*Task to carry out*. Every line containing the word "徳島南バイパス" must be pulled from the records.

Stored entries
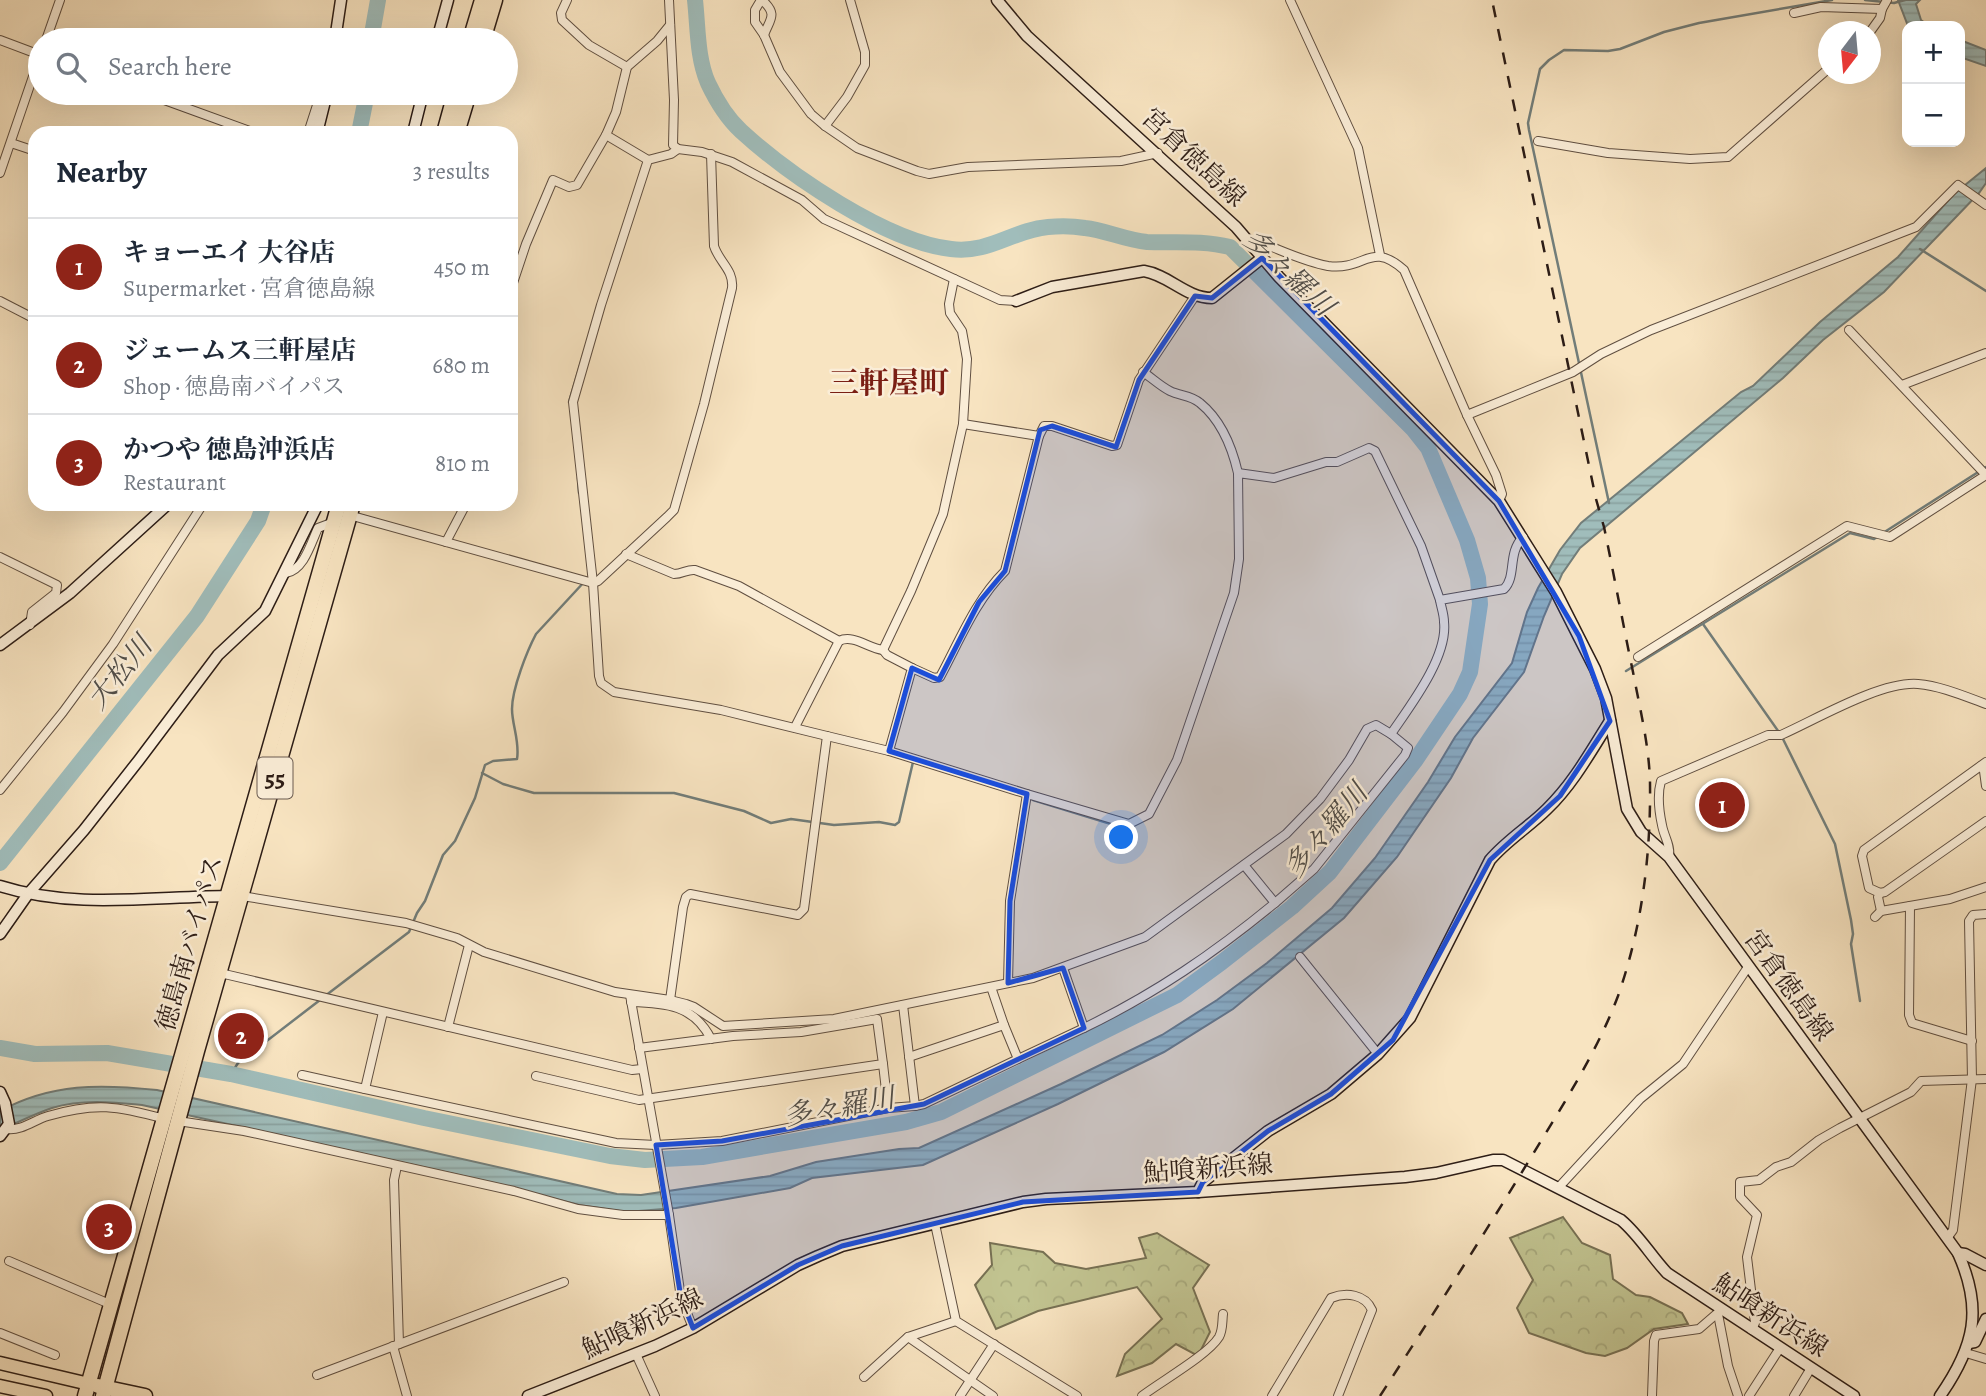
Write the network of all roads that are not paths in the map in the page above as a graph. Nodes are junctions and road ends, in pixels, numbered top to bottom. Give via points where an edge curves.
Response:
1 (60, 0) edge
2 (341, 0) edge
3 (448, 0) edge
4 (482, 0) edge
5 (495, 0) edge
6 (567, 0) edge
7 (669, 0) edge
8 (762, 0) edge
9 (850, 0) edge
10 (997, 0) edge
11 (1290, 0) edge
12 (1885, 5) edge
13 (1794, 13) dead end
14 (1878, 21) edge
15 (670, 25) junction
16 (50, 28) edge
17 (337, 28) edge
18 (440, 28) edge
19 (474, 28) edge
20 (487, 28) edge
21 (764, 35) junction
22 (0, 40) edge
23 (28, 51) edge
24 (627, 67) junction
25 (1818, 79) edge
26 (28, 92) edge
27 (178, 105) edge
28 (317, 105) edge
29 (324, 105) edge
30 (420, 105) edge
31 (452, 105) edge
32 (465, 105) edge
33 (236, 126) edge
34 (310, 126) edge
35 (319, 126) edge
36 (415, 126) edge
37 (446, 126) edge
38 (459, 126) edge
39 (825, 126) junction
40 (606, 135) junction
41 (1538, 141) dead end
42 (11, 143) junction
43 (28, 149) edge
44 (678, 149) junction
45 (1158, 153) junction
46 (711, 154) junction
47 (648, 160) junction
48 (0, 173) edge
49 (1986, 205) edge
50 (1251, 243) junction
51 (1380, 255) junction
52 (1260, 260) junction
53 (518, 268) edge
54 (954, 279) junction
55 (1195, 296) junction
56 (0, 301) edge
57 (1016, 301) joint
58 (28, 315) edge
59 (1849, 330) dead end
60 (1986, 354) edge
61 (1143, 372) junction
62 (1902, 385) junction
63 (1467, 415) junction
64 (963, 424) junction
65 (1039, 436) junction
66 (1984, 472) edge
67 (1238, 473) junction
68 (1499, 500) junction
69 (160, 511) edge
70 (198, 511) edge
71 (315, 511) edge
72 (344, 511) edge
73 (346, 511) edge
74 (356, 511) edge
75 (462, 511) edge
76 (334, 522) junction
77 (1523, 537) junction
78 (446, 542) junction
79 (626, 554) junction
80 (0, 557) edge
81 (286, 573) junction
82 (593, 583) junction
83 (1440, 600) junction
84 (30, 625) junction
85 (839, 641) junction
86 (0, 645) edge
87 (883, 650) junction
88 (1638, 657) dead end
89 (912, 668) junction
90 (1986, 704) edge
91 (1610, 721) junction
92 (795, 727) junction
93 (1391, 734) junction
94 (827, 736) junction
95 (889, 751) junction
96 (1984, 764) edge
97 (1986, 786) edge
98 (0, 790) edge
99 (1027, 794) junction
100 (1986, 821) edge
101 (1669, 858) junction
102 (1244, 866) junction
103 (0, 886) edge
104 (1986, 887) edge
105 (24, 893) junction
106 (1880, 893) junction
107 (235, 896) junction
108 (1275, 903) junction
109 (1910, 906) junction
110 (1986, 914) edge
111 (0, 934) edge
112 (469, 945) junction
113 (1300, 957) dead end
114 (1748, 967) junction
115 (1063, 968) junction
116 (220, 973) junction
117 (1007, 984) junction
118 (991, 987) junction
119 (630, 998) junction
120 (670, 1000) junction
121 (903, 1005) junction
122 (383, 1012) junction
123 (1004, 1025) junction
124 (449, 1027) junction
125 (1084, 1028) junction
126 (711, 1039) junction
127 (1972, 1041) junction
128 (639, 1048) junction
129 (191, 1050) junction
130 (1378, 1054) junction
131 (909, 1057) junction
132 (1018, 1059) junction
133 (883, 1064) junction
134 (642, 1069) junction
135 (302, 1075) dead end
136 (536, 1076) dead end
137 (1972, 1079) junction
138 (1986, 1079) edge
139 (365, 1089) junction
140 (2, 1098) edge
141 (649, 1099) junction
142 (915, 1106) junction
143 (888, 1108) junction
144 (1858, 1117) junction
145 (172, 1118) junction
146 (5, 1130) edge
147 (657, 1148) junction
148 (397, 1166) junction
149 (1559, 1187) junction
150 (1198, 1192) junction
151 (669, 1213) junction
152 (935, 1224) junction
153 (1948, 1237) junction
154 (1958, 1252) junction
155 (9, 1261) dead end
156 (1986, 1265) edge
157 (565, 1282) dead end
158 (112, 1305) junction
159 (1719, 1312) junction
160 (1223, 1314) dead end
161 (1986, 1319) edge
162 (956, 1321) junction
163 (693, 1328) junction
164 (1752, 1330) junction
165 (0, 1333) edge
166 (908, 1337) junction
167 (994, 1344) junction
168 (396, 1345) junction
169 (1780, 1348) junction
170 (1968, 1348) junction
171 (636, 1354) junction
172 (55, 1355) dead end
173 (1986, 1359) edge
174 (0, 1363) edge
175 (1811, 1368) junction
176 (317, 1375) dead end
177 (864, 1377) dead end
178 (969, 1381) junction
179 (0, 1385) edge
180 (87, 1390) edge
181 (104, 1392) edge
182 (46, 1396) edge
183 (145, 1396) edge
184 (407, 1396) edge
185 (528, 1396) edge
186 (655, 1396) edge
187 (960, 1396) edge
188 (993, 1396) edge
189 (1077, 1396) edge
190 (1142, 1396) edge
191 (1272, 1396) edge
192 (1338, 1396) edge
193 (1651, 1396) edge
194 (1738, 1396) edge
195 (1749, 1396) edge
196 (1794, 1396) edge
197 (1854, 1396) edge
198 (1940, 1396) edge

1 - 16 street
2 - 17 main road
3 - 18 main road
4 - 19 highway
5 - 20 highway
6 - 24 street via 562,20 589,46
7 - 15 street
8 - 21 street via 772,20
8 - 21 street via 753,16
9 - 39 street via 865,65
10 - 45 main road, 宮倉徳島線 via 1027,36
11 - 51 street via 1358,148
12 - 13 street
12 - 14 street
15 - 24 street
15 - 44 street via 673,145
21 - 39 street via 780,72
22 - 23 street
24 - 40 street
25 - 41 street via 1728,158 1608,153
26 - 42 street
27 - 33 street
28 - 34 street
29 - 35 main road
30 - 36 main road
31 - 37 highway
32 - 38 highway
39 - 45 street via 857,148 929,174 968,167 1121,161
40 - 47 street
40 - 53 street via 577,186 553,180
42 - 43 street
42 - 48 street
44 - 46 street
44 - 47 street
45 - 50 main road, 宮倉徳島線
46 - 54 street via 802,201 824,219
46 - 79 street via 714,246 730,271 732,288 674,510
47 - 82 street via 573,393
49 - 63 street via 1958,185 1916,227 1651,330 1561,377
50 - 51 street via 1327,266 1347,267
50 - 52 main road, 宮倉徳島線
51 - 63 street via 1405,270
52 - 55 main road via 1212,298
52 - 68 main road, 宮倉徳島線
54 - 57 street via 1000,300
54 - 64 street via 950,313 962,331 967,359
55 - 57 main road via 1144,271 1052,287
55 - 61 street
56 - 58 street
59 - 62 street
60 - 62 street
61 - 65 street via 1117,445 1052,426 1044,426
61 - 67 street via 1172,392 1200,402 1225,435
62 - 66 street
63 - 68 street via 1496,475 1502,494
64 - 65 street
64 - 87 street via 943,514
65 - 89 street via 1005,571 979,602 940,677
66 - 88 street via 1890,537 1847,526
67 - 83 street via 1274,478 1337,462 1369,448 1375,451 1421,546
67 - 99 street via 1239,559 1234,593 1177,760 1149,814 1129,824
68 - 77 main road, 宮倉徳島線
69 - 84 main road
70 - 98 street via 113,644
71 - 81 main road
72 - 76 highway, 徳島南バイパス / 55
73 - 107 highway, 徳島南バイパス / 55
74 - 78 street
75 - 78 street
76 - 81 street via 318,528 299,567
76 - 107 highway, 徳島南バイパス / 55
77 - 83 street via 1515,548 1504,589
77 - 91 main road, 宮倉徳島線 via 1595,670
78 - 82 street
79 - 82 street
79 - 85 street via 674,574 695,570 739,586
80 - 84 street via 57,586 56,593 32,612
81 - 105 main road via 265,611 218,655 84,830
82 - 92 street via 598,676 606,688
83 - 93 street via 1445,623 1436,660
84 - 86 main road
85 - 87 street via 850,639
85 - 92 street
87 - 89 street
89 - 95 street
90 - 101 street via 1934,686 1886,687 1781,736 1768,735 1661,781 1658,793
91 - 101 main road, 宮倉徳島線 via 1626,809 1641,832
91 - 130 main road via 1560,796 1490,860 1410,1018
92 - 94 street
93 - 102 street via 1376,726 1367,729 1320,799 1279,841
93 - 108 street via 1408,748 1405,755 1314,869
94 - 95 street
94 - 120 street via 804,909 798,915 690,894 683,907
95 - 99 street
96 - 97 street
96 - 106 street via 1864,850 1869,888
99 - 117 street via 1010,901
100 - 106 street
101 - 114 main road, 宮倉徳島線
102 - 108 street
102 - 115 street via 1145,937
103 - 105 main road
104 - 109 street
105 - 107 main road via 103,901
105 - 111 main road
106 - 109 street via 1878,914
107 - 112 street via 406,923
107 - 116 highway, 徳島南バイパス / 55
107 - 129 highway, 徳島南バイパス / 55
108 - 125 street via 1167,984
109 - 127 street via 1912,1023
110 - 127 street via 1973,915 1969,921
112 - 119 street
112 - 124 street
113 - 130 street
114 - 144 main road, 宮倉徳島線
114 - 149 street via 1683,1065 1640,1099
115 - 117 street
115 - 125 street
116 - 122 street
116 - 129 highway, 徳島南バイパス / 55
117 - 118 street
118 - 121 street
118 - 123 street
119 - 120 street
119 - 126 street via 687,1010
119 - 128 street
120 - 121 street via 731,1027 811,1022
121 - 131 street
122 - 124 street
122 - 139 street
123 - 131 street
123 - 132 street
124 - 134 street
125 - 132 street
126 - 128 street
126 - 133 street via 801,1032 877,1019
127 - 137 street
128 - 134 street
129 - 145 highway, 徳島南バイパス / 55
130 - 150 main road via 1331,1094 1268,1131 1203,1182
131 - 142 street
132 - 142 street
133 - 141 street
133 - 143 street
134 - 141 street
135 - 139 street
136 - 141 street
137 - 138 street
137 - 144 street via 1922,1081 1911,1092
137 - 153 street via 1953,1230
139 - 147 street via 591,1139
140 - 146 main road
141 - 147 street
142 - 143 street
143 - 147 street via 722,1141
144 - 153 main road, 宮倉徳島線
144 - 164 street via 1759,1180 1740,1182 1740,1197 1757,1215 1748,1257
145 - 146 street via 104,1105
145 - 148 street
145 - 158 highway, 徳島南バイパス / 55
145 - 181 highway, 徳島南バイパス / 55
147 - 151 street
148 - 151 street via 590,1211
148 - 168 street
149 - 150 main road, 鮎喰新浜線 via 1514,1164 1493,1160 1405,1177
149 - 159 main road, 鮎喰新浜線 via 1634,1230 1667,1273
150 - 152 main road, 鮎喰新浜線 via 1046,1199
151 - 163 street via 681,1298
152 - 162 street
152 - 163 main road, 鮎喰新浜線 via 818,1256
153 - 154 main road, 宮倉徳島線
154 - 156 main road
154 - 170 main road, 宮倉徳島線 via 1972,1306
155 - 158 street
157 - 168 street
158 - 180 highway, 徳島南バイパス / 55
159 - 164 main road, 鮎喰新浜線
159 - 193 street via 1699,1329 1656,1335
159 - 194 street
160 - 190 street via 1219,1337 1209,1348
161 - 170 main road
162 - 166 street
162 - 167 street
163 - 171 main road, 鮎喰新浜線
164 - 169 main road, 鮎喰新浜線
165 - 172 street
166 - 177 street
166 - 178 street
167 - 178 street
167 - 189 street
168 - 176 street
168 - 184 street
169 - 175 main road, 鮎喰新浜線
169 - 195 street
170 - 173 street
170 - 198 main road, 宮倉徳島線
171 - 185 main road, 鮎喰新浜線
171 - 186 street
174 - 180 main road
175 - 196 street
175 - 197 main road, 鮎喰新浜線
178 - 187 street
178 - 188 street
179 - 182 main road
180 - 181 highway
181 - 183 highway
191 - 192 street via 1331,1298 1360,1297 1372,1310

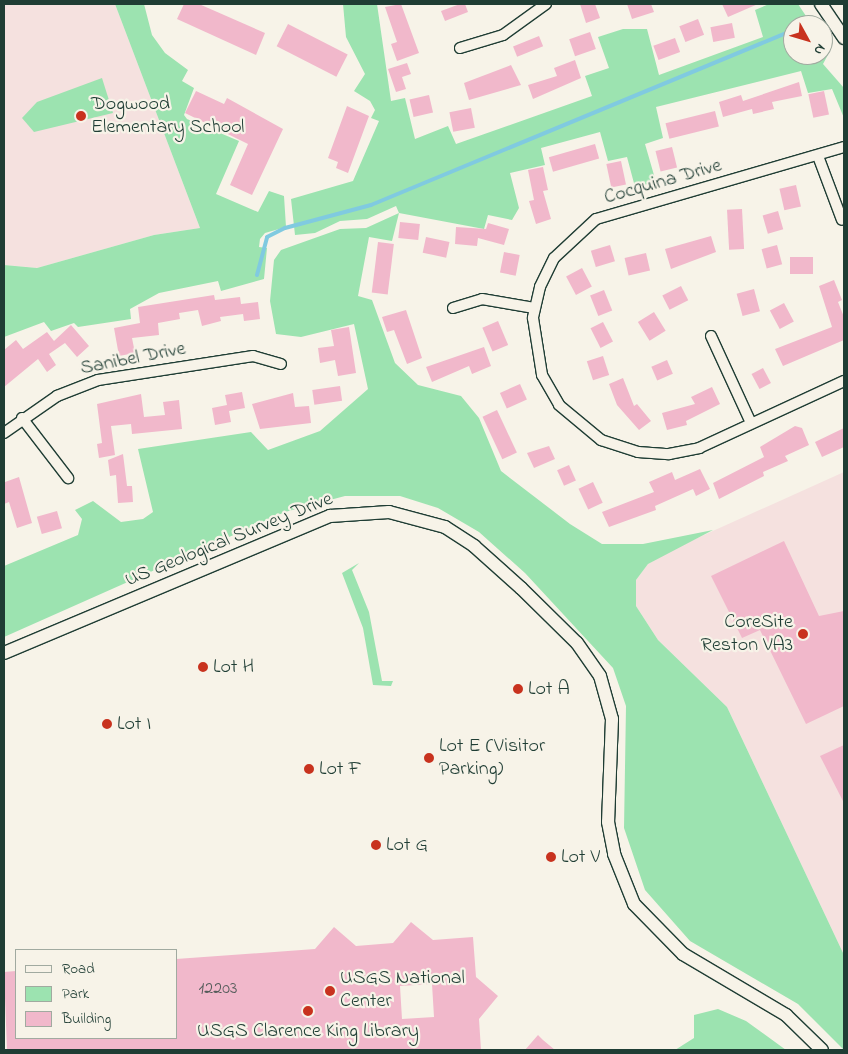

*Written response*.
72 - 76 highway, 徳島南バイパス / 55
73 - 107 highway, 徳島南バイパス / 55
76 - 107 highway, 徳島南バイパス / 55
107 - 116 highway, 徳島南バイパス / 55
107 - 129 highway, 徳島南バイパス / 55
116 - 129 highway, 徳島南バイパス / 55
129 - 145 highway, 徳島南バイパス / 55
145 - 158 highway, 徳島南バイパス / 55
145 - 181 highway, 徳島南バイパス / 55
158 - 180 highway, 徳島南バイパス / 55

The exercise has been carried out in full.